ER ? by Renard Maurice

ER ? by Renard Maurice

Autor:Renard, Maurice [Renard, Maurice]
Format: epub
Tags: Roman
Herausgeber: TUX
veröffentlicht: 2010-01-13T22:00:00+00:00


Kapitel XII

Die Tätowierung des Jean Mareuil

Wenige Minuten nach Anrollen des mit Staub bedeckten Wagens fand sich Graf Lionel bei Mareuil ein. Er hatte bei diesem Besuch keinerlei Hintergedanken oder heimliche Absichten, denn Jean Mareuil interessierte ihn nur mehr unter der Maske »Freddy«. Den nächtlichen Jean Mareuil mußte man packen. Was ging einen das Tun und Treiben des »Tages- Mareuil« an? Der andere war tausendmal verwundbarer.

Der Livreediener, der dem Grafen öffnete, meldete, Herr Jean Mareuil sei eben erst in seinem Auto zurückgekehrt und ziehe sich um.

»Sagen Sie Ihrem Herrn, daß ich da bin«, erwiderte Lionel.

Der Diener führte den jungen Grafen in eine große, elegant eingerichtete Bibliothek, deren Fenster auf den Hof des Palais gingen. Gelangweilt blickte der Graf in den Hof hinab und schaute dem Wagenwäscher des Autos zu.

Wenige Minuten später trat Mareuil ein. Er trug einen weiten Schlafrock, dessen Schnur sich um die Taille des jungen Mannes knüpfte.

»Sie hätten sich nicht stören lassen sollen, lieber Freund«, entschuldigte sich Lionel. »Ich würde gern gewartet haben, bis Sie Ihre Toilette beendet hätten.«

»Was gibt's Neues?« fragte Mareuil, dem anderen kräftig die Hand schüttelnd.

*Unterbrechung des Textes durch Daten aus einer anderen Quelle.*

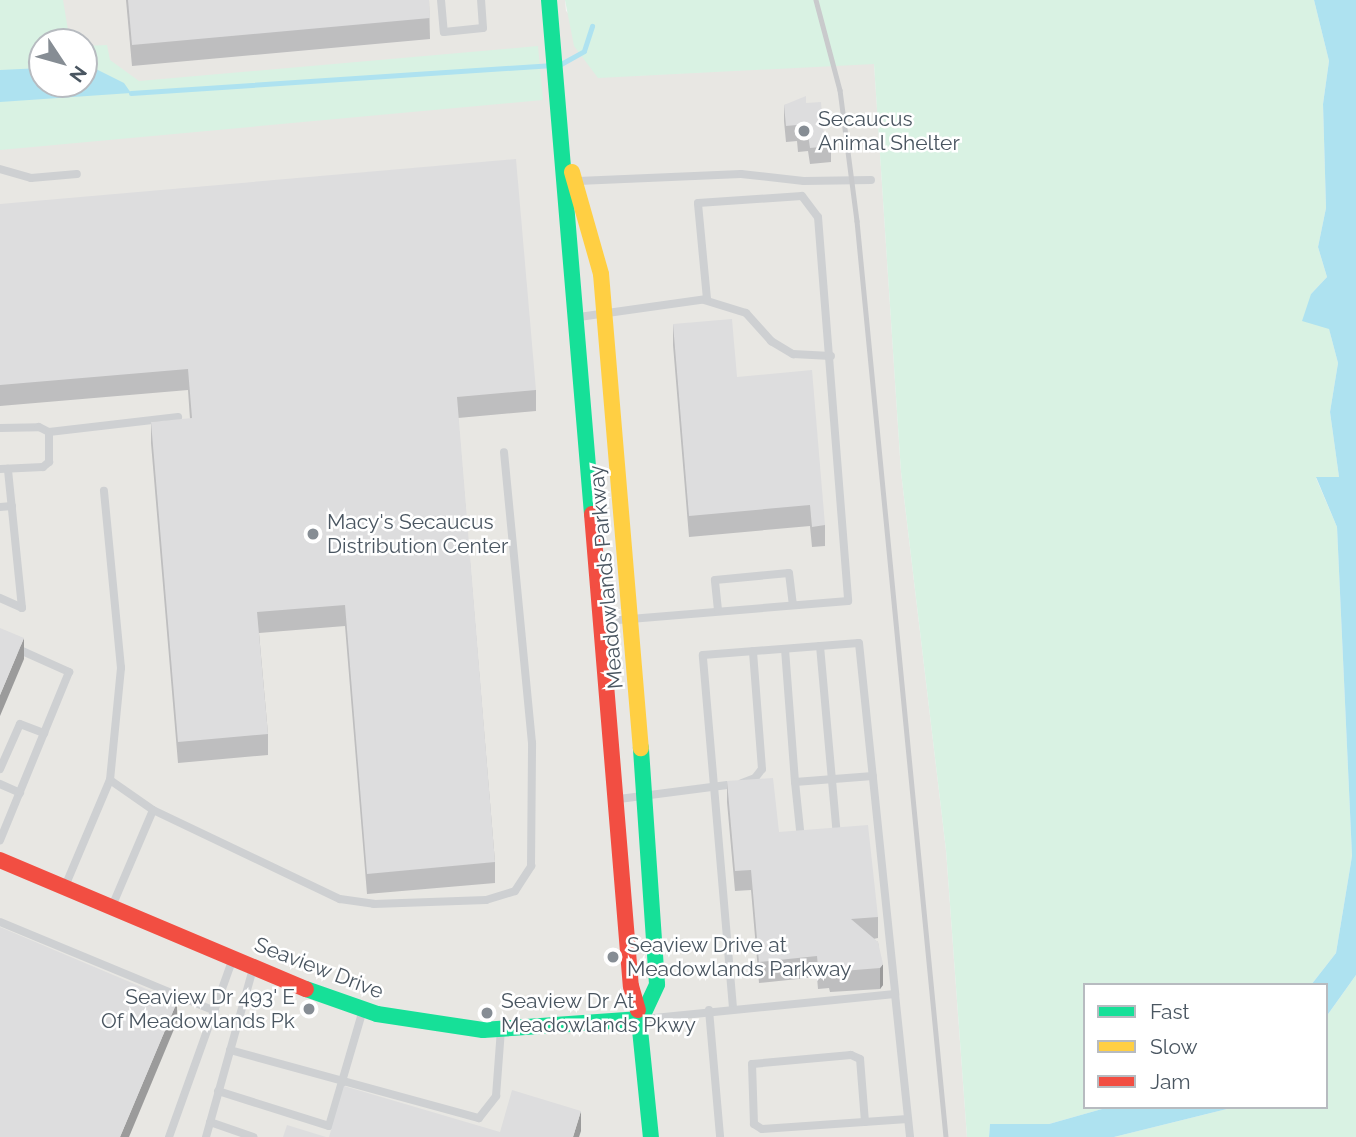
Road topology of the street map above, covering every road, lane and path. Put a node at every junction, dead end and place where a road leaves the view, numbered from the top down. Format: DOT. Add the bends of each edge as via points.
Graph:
graph roads {
  1 [pos="441,0"];
  2 [pos="481,0"];
  3 [pos="549,0"];
  4 [pos="560,133"];
  5 [pos="0,169"];
  6 [pos="77,174"];
  7 [pos="871,180"];
  8 [pos="575,182"];
  9 [pos="704,300"];
  10 [pos="605,312"];
  11 [pos="576,318"];
  12 [pos="831,355"];
  13 [pos="177,417"];
  14 [pos="0,428"];
  15 [pos="49,432"];
  16 [pos="504,452"];
  17 [pos="4,469"];
  18 [pos="104,491"];
  19 [pos="12,506"];
  20 [pos="0,507"];
  21 [pos="0,598"];
  22 [pos="793,605"];
  23 [pos="718,610"];
  24 [pos="630,617"];
  25 [pos="601,621"];
  26 [pos="0,641"];
  27 [pos="820,646"];
  28 [pos="785,649"];
  29 [pos="753,651"];
  30 [pos="44,733"];
  31 [pos="0,769"];
  32 [pos="873,776"];
  33 [pos="832,779"];
  34 [pos="110,780"];
  35 [pos="795,782"];
  36 [pos="742,783"];
  37 [pos="0,784"];
  38 [pos="727,785"];
  39 [pos="712,787"];
  40 [pos="20,793"];
  41 [pos="645,796"];
  42 [pos="616,799"];
  43 [pos="153,810"];
  44 [pos="0,840"];
  45 [pos="838,842"];
  46 [pos="801,845"];
  47 [pos="0,860"];
  48 [pos="64,887"];
  49 [pos="111,907"];
  50 [pos="0,922"];
  51 [pos="233,958"];
  52 [pos="253,967"];
  53 [pos="895,994"];
  54 [pos="733,1008"];
  55 [pos="363,1010"];
  56 [pos="709,1010"];
  57 [pos="215,1011"];
  58 [pos="641,1019"];
  59 [pos="501,1030"];
  60 [pos="230,1050"];
  61 [pos="342,1082"];
  62 [pos="218,1091"];
  63 [pos="496,1096"];
  64 [pos="508,1098"];
  65 [pos="908,1119"];
  66 [pos="210,1122"];
  67 [pos="865,1122"];
  68 [pos="169,1137"];
  69 [pos="206,1137"];
  70 [pos="253,1137"];
  71 [pos="651,1137"];
  72 [pos="720,1137"];
  73 [pos="910,1137"];
  1 -- 2 [label="lane" via="444,32 484,28"];
  3 -- 4 [label="street, Meadowlands Parkway"];
  4 -- 8 [label="street, Meadowlands Parkway"];
  4 -- 11 [label="street, Meadowlands Parkway"];
  5 -- 6 [label="lane" via="32,178"];
  7 -- 8 [label="lane" via="804,181 741,174"];
  8 -- 10 [label="street, Meadowlands Parkway" via="598,256"];
  9 -- 10 [label="lane"];
  9 -- 12 [label="lane" via="746,313 771,341 793,354"];
  9 -- 12 [label="lane" via="698,203 802,196 818,217"];
  10 -- 11 [label="lane"];
  10 -- 24 [label="street, Meadowlands Parkway"];
  11 -- 25 [label="street, Meadowlands Parkway"];
  12 -- 22 [label="lane" via="848,601"];
  13 -- 15 [label="lane"];
  14 -- 15 [label="lane" via="39,427"];
  15 -- 17 [label="lane" via="49,461 43,467"];
  16 -- 43 [label="lane" via="532,743 531,866 515,891 486,900 374,904 340,899"];
  17 -- 19 [label="lane"];
  18 -- 34 [label="lane" via="121,668"];
  19 -- 20 [label="lane"];
  19 -- 21 [label="lane" via="22,608"];
  22 -- 23 [label="lane"];
  22 -- 23 [label="lane" via="789,573 715,580"];
  23 -- 24 [label="lane"];
  24 -- 25 [label="lane"];
  24 -- 41 [label="street, Meadowlands Parkway"];
  25 -- 42 [label="street, Meadowlands Parkway"];
  26 -- 30 [label="lane" via="69,672"];
  27 -- 28 [label="lane"];
  27 -- 32 [label="lane" via="859,643"];
  27 -- 33 [label="lane"];
  28 -- 29 [label="lane"];
  28 -- 35 [label="lane"];
  29 -- 36 [label="lane" via="762,769"];
  29 -- 39 [label="lane" via="703,655"];
  30 -- 31 [label="lane" via="20,724"];
  30 -- 40 [label="lane"];
  32 -- 33 [label="lane"];
  32 -- 53 [label="lane"];
  33 -- 35 [label="lane"];
  33 -- 45 [label="lane"];
  34 -- 43 [label="lane"];
  34 -- 48 [label="lane"];
  35 -- 46 [label="lane"];
  37 -- 40 [label="lane"];
  38 -- 39 [label="lane"];
  39 -- 41 [label="lane"];
  39 -- 54 [label="lane"];
  40 -- 44 [label="lane"];
  41 -- 42 [label="lane"];
  41 -- 58 [label="street, Meadowlands Parkway" via="657,984"];
  42 -- 58 [label="street, Meadowlands Parkway" via="631,986"];
  43 -- 49 [label="lane"];
  47 -- 48 [label="street, Seaview Drive"];
  48 -- 49 [label="street, Seaview Drive"];
  49 -- 51 [label="street, Seaview Drive"];
  50 -- 57 [label="lane"];
  51 -- 52 [label="street, Seaview Drive"];
  51 -- 57 [label="lane"];
  52 -- 55 [label="street, Seaview Drive"];
  52 -- 60 [label="lane"];
  53 -- 54 [label="lane"];
  53 -- 65 [label="lane"];
  54 -- 56 [label="lane"];
  55 -- 59 [label="street, Seaview Drive" via="428,1024"];
  55 -- 61 [label="lane"];
  56 -- 58 [label="lane"];
  56 -- 72 [label="lane"];
  57 -- 68 [label="lane"];
  58 -- 59 [label="street, Seaview Drive"];
  58 -- 71 [label="street, Meadowlands Parkway"];
  59 -- 63 [label="lane"];
  60 -- 61 [label="lane"];
  60 -- 62 [label="lane"];
  61 -- 62 [label="lane" via="329,1126"];
  61 -- 63 [label="lane" via="480,1118"];
  62 -- 66 [label="lane"];
  63 -- 64 [label="lane"];
  65 -- 67 [label="lane"];
  65 -- 73 [label="lane"];
  66 -- 69 [label="lane"];
  66 -- 70 [label="lane"];
  67 -- 67 [label="lane" via="758,1127 751,1064 851,1055 860,1059"];
}
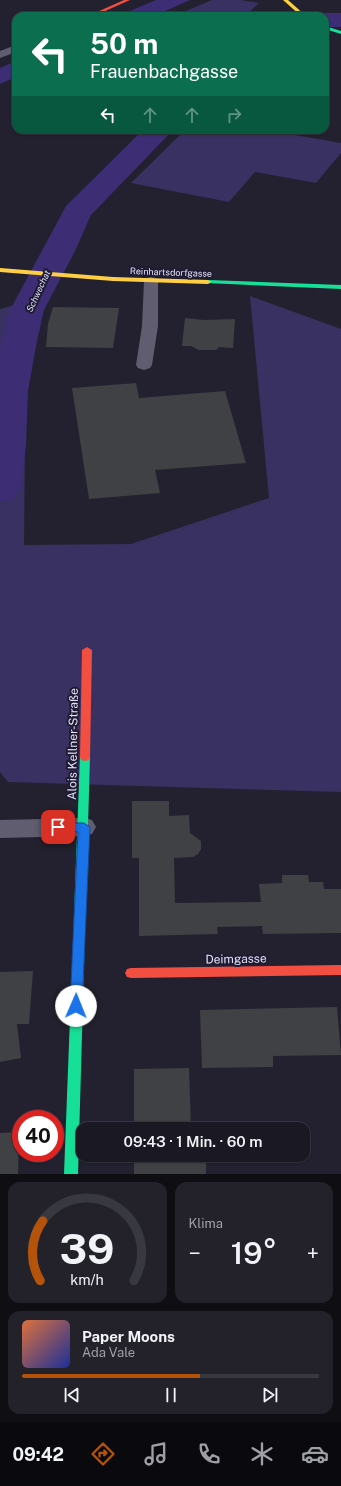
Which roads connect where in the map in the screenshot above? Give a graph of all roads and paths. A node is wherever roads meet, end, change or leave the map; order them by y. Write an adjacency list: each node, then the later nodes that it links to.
1 (128, 0): 3 (street)
2 (285, 0): 4 (street)
3 (100, 12)
4 (299, 12)
5 (329, 28): 6 (street)
6 (341, 33)
7 (12, 50): 8 (street)
8 (0, 55)
9 (0, 270): 10 (street, Reinhartsdorfgasse)
10 (150, 281): 11 (street, Reinhartsdorfgasse); 12 (street)
11 (341, 287)
12 (144, 365)
13 (87, 650): 14 (street, Alois Kellner-Straße)
14 (84, 827): 15 (street); 18 (street, Alois Kellner-Straße)
15 (0, 829)
16 (341, 970): 17 (street, Deimgasse)
17 (131, 973)
18 (71, 1174)

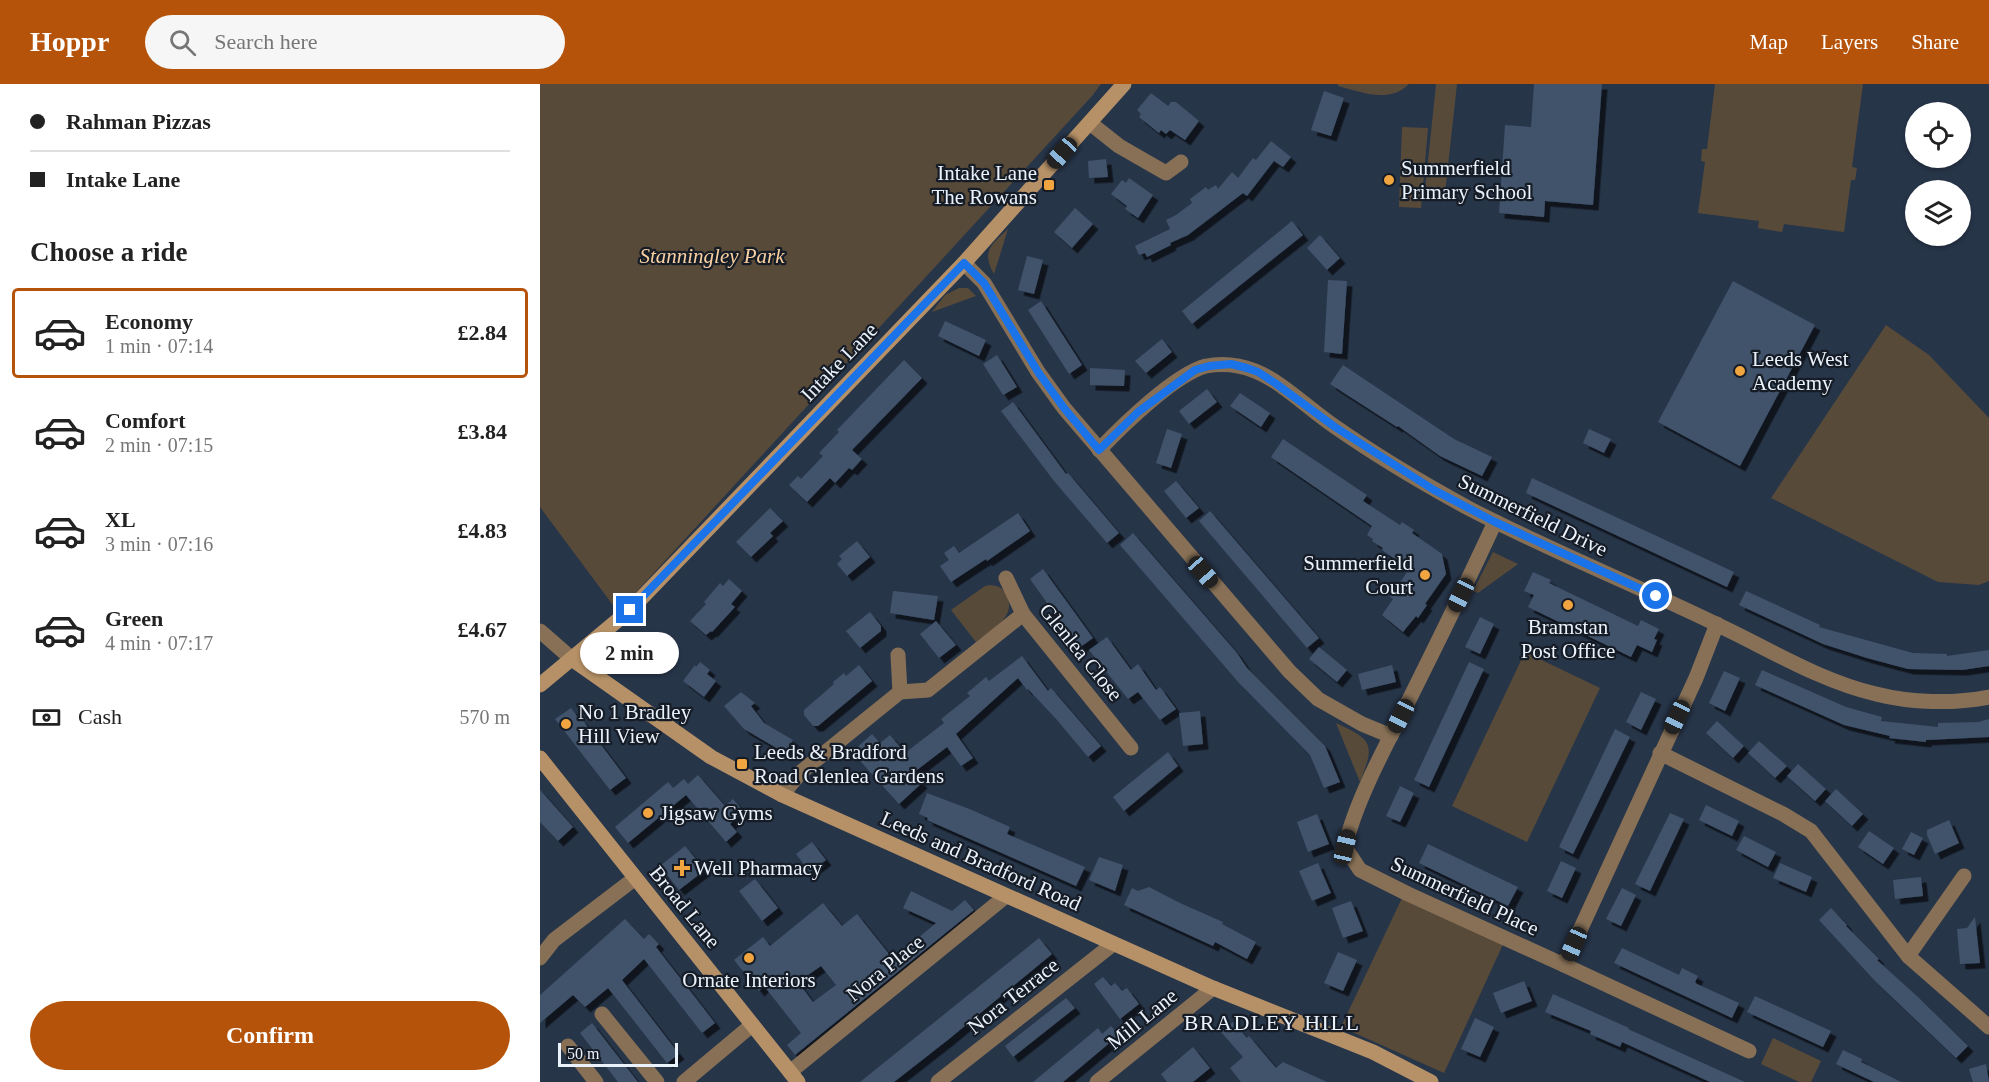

»Gar nichts. Da ich gerade an Ihrem Hause vorüberging, wollte ich Sie mitnehmen. Sie wissen ja, bei uns zu Hause ist heute ein großer Tamtam los, Five-o'clock, von fünf bis acht, Musik, usw.«

»Ich würde mich schwer hüten, dies zu vergessen. Wenn es Ihnen nicht lästig fällt, ein Viertelstündchen zu warten? ...«

»Bitte, bitte!«

»Ich komme gerade von Meaux.«

»Ja, ja, Sie haben mir von Ihren Nachforschungen in den Archiven erzählt. Nun, schreitet das Werk fort?«

»Langsam!«

Lionel merkte, daß Mareuil wieder einen seiner verträumten Tage hatte, an denen es schwer fiel, ihn auf der irdischen Welt festzuhalten.

Seit der Graf das Phänomen des »Zweiten Bewußtseins« studierte, begründete er diese seltsamen Träumereien Mareuils mit jener allgemeinen peinlichen Unruhe, die zuweilen das »Subjekt« befällt und es mit einer unklaren, dumpfen Furcht erfüllt, die wiederum in unerklärlichen Entdeckungen oder in nicht klar zu präzisierenden Vorahnungen ihre Ursache hat. Wäre er Ohrenzeuge des Gespräches von heute morgen in dem Grünzeuggeschäft Lefebres gewesen, so hätte ihn dies und noch mehr, was nachfolgte, in seiner Ansicht bestärkt.

»Wir sind heute verstimmt?« meinte er. »Man sieht schwarz?«

»Na, wer hat keine Sorgen?«

»Fanden Sie denn in Meaux, was Sie suchten?«

»Ja und nein ... bitte, hier sind Zigaretten. Darf ich Ihnen ein Buch geben? Ich habe hier die sehr hübsch illustrierte ›Reitkunst‹ von Saint-Phal. Vielleicht interessiert Sie das Buch?«

»Gewiß!«

Jean Mareuil stellte sich auf die Fußspitzen, um das fast außer Reichweite in einem Bibliotheksfach steckende Werk herabzunehmen. Hierbei rutschte der sehr weite Ärmel seines Pyjamas zurück, und Lionel bemerkte auf seinem Unterarm eine in blauer Farbe eintätowierte Viper.

Mareuil sah, daß Lionel die Tätowierung nicht entgangen war, er suchte übrigens auch gar nicht, sie zu verbergen.

»Teufel, noch einmal!« lächelte er. »Jetzt sind Sie Mitwisser eines kleinen Geheimnisses!«

»Was macht das?« antwortete Lionel belustigt. »Ich bin doch nicht wie Gilberte, daß ich gleich vor Angst umkomme.«

»Diese Tätowierung ist das Werk eines japanischen Künstlers, als ich meine Weltreise machte.«

»Schon lang her?«

»Ich unternahm sie mit siebzehn Jahren. Es war damals Mode, sich tätowieren zu lassen.